Collection entries
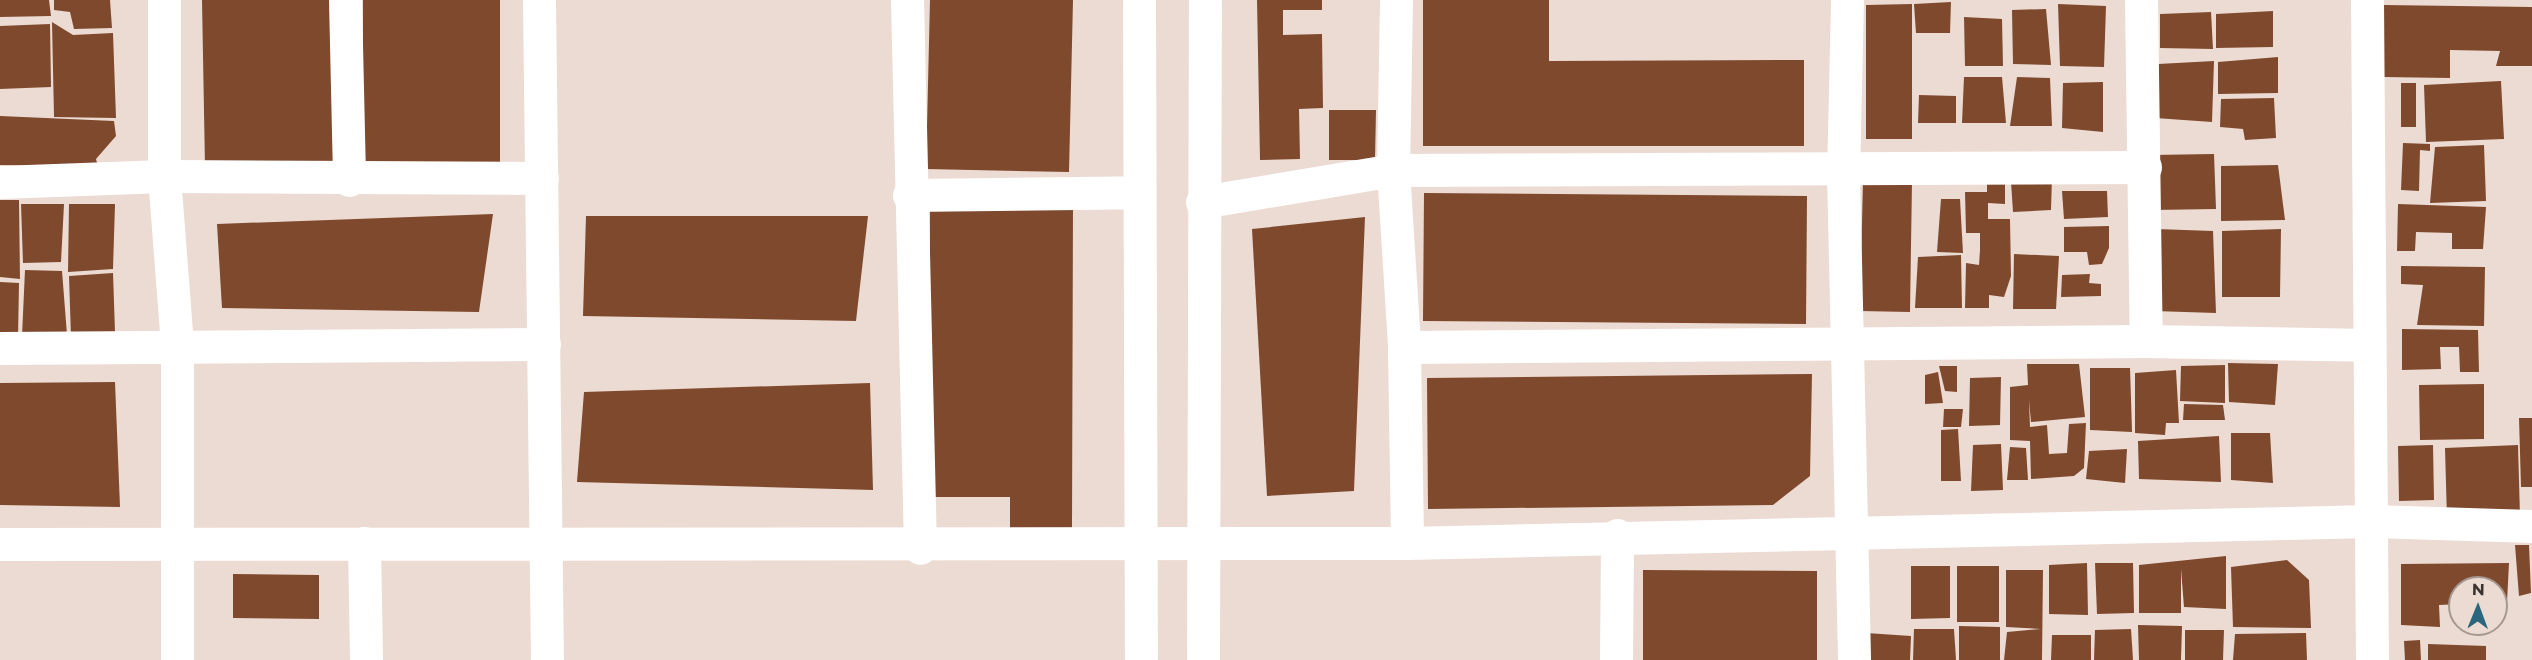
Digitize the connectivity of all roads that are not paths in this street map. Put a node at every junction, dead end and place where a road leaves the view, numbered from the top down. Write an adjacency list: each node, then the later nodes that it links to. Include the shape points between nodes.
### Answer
1 (164, 0): 14 (street)
2 (345, 0): 16 (street)
3 (539, 0): 15 (street)
4 (908, 0): 19 (street)
5 (1139, 0): 18 (street)
6 (1205, 0): 20 (street)
7 (1396, 0): 12 (street)
8 (1847, 0): 13 (street)
9 (2141, 0): 11 (street)
10 (2367, 0): 25 (street)
11 (2145, 167): 13 (street); 21 (street)
12 (1392, 170): 13 (street); 20 (street); 26 (street)
13 (1843, 172): 22 (street)
14 (164, 176): 16 (street); 17 (street); 23 (street)
15 (542, 178): 16 (street); 24 (street)
16 (349, 180)
17 (0, 182)
18 (1139, 192): 19 (street); 33 (street)
19 (909, 195): 39 (street)
20 (1202, 202): 34 (street)
21 (2146, 340): 22 (street); 25 (street)
22 (1845, 342): 26 (street); 30 (street)
23 (177, 344): 24 (street); 27 (street); 38 (street)
24 (544, 344): 32 (street)
25 (2368, 345): 28 (street)
26 (1404, 347): 36 (street)
27 (0, 348)
28 (2373, 520): 29 (street); 30 (street); 47 (street)
29 (2532, 526)
30 (1849, 531): 31 (street); 46 (street)
31 (1617, 535): 36 (street); 45 (street)
32 (545, 542): 35 (street); 39 (street); 42 (street)
33 (1138, 542): 34 (street); 39 (street); 43 (street)
34 (1204, 542): 36 (street); 44 (street)
35 (364, 543): 38 (street); 41 (street)
36 (1407, 543)
37 (0, 544): 38 (street)
38 (177, 545): 40 (street)
39 (920, 548)
40 (177, 660)
41 (366, 660)
42 (547, 660)
43 (1141, 660)
44 (1203, 660)
45 (1616, 660)
46 (1854, 660)
47 (2372, 660)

What the task requires — Output each record exactly as it appears, but not the pictures.

Result for this exercise —
Digitize the connectivity of all roads that are not paths in this street map. Put a node at every junction, dead end and place where a road leaves the view, numbered from the top down. Write an adjacency list: each node, then the later nodes that it links to. Include the shape points between nodes.
### Answer
1 (164, 0): 14 (street)
2 (345, 0): 16 (street)
3 (539, 0): 15 (street)
4 (908, 0): 19 (street)
5 (1139, 0): 18 (street)
6 (1205, 0): 20 (street)
7 (1396, 0): 12 (street)
8 (1847, 0): 13 (street)
9 (2141, 0): 11 (street)
10 (2367, 0): 25 (street)
11 (2145, 167): 13 (street); 21 (street)
12 (1392, 170): 13 (street); 20 (street); 26 (street)
13 (1843, 172): 22 (street)
14 (164, 176): 16 (street); 17 (street); 23 (street)
15 (542, 178): 16 (street); 24 (street)
16 (349, 180)
17 (0, 182)
18 (1139, 192): 19 (street); 33 (street)
19 (909, 195): 39 (street)
20 (1202, 202): 34 (street)
21 (2146, 340): 22 (street); 25 (street)
22 (1845, 342): 26 (street); 30 (street)
23 (177, 344): 24 (street); 27 (street); 38 (street)
24 (544, 344): 32 (street)
25 (2368, 345): 28 (street)
26 (1404, 347): 36 (street)
27 (0, 348)
28 (2373, 520): 29 (street); 30 (street); 47 (street)
29 (2532, 526)
30 (1849, 531): 31 (street); 46 (street)
31 (1617, 535): 36 (street); 45 (street)
32 (545, 542): 35 (street); 39 (street); 42 (street)
33 (1138, 542): 34 (street); 39 (street); 43 (street)
34 (1204, 542): 36 (street); 44 (street)
35 (364, 543): 38 (street); 41 (street)
36 (1407, 543)
37 (0, 544): 38 (street)
38 (177, 545): 40 (street)
39 (920, 548)
40 (177, 660)
41 (366, 660)
42 (547, 660)
43 (1141, 660)
44 (1203, 660)
45 (1616, 660)
46 (1854, 660)
47 (2372, 660)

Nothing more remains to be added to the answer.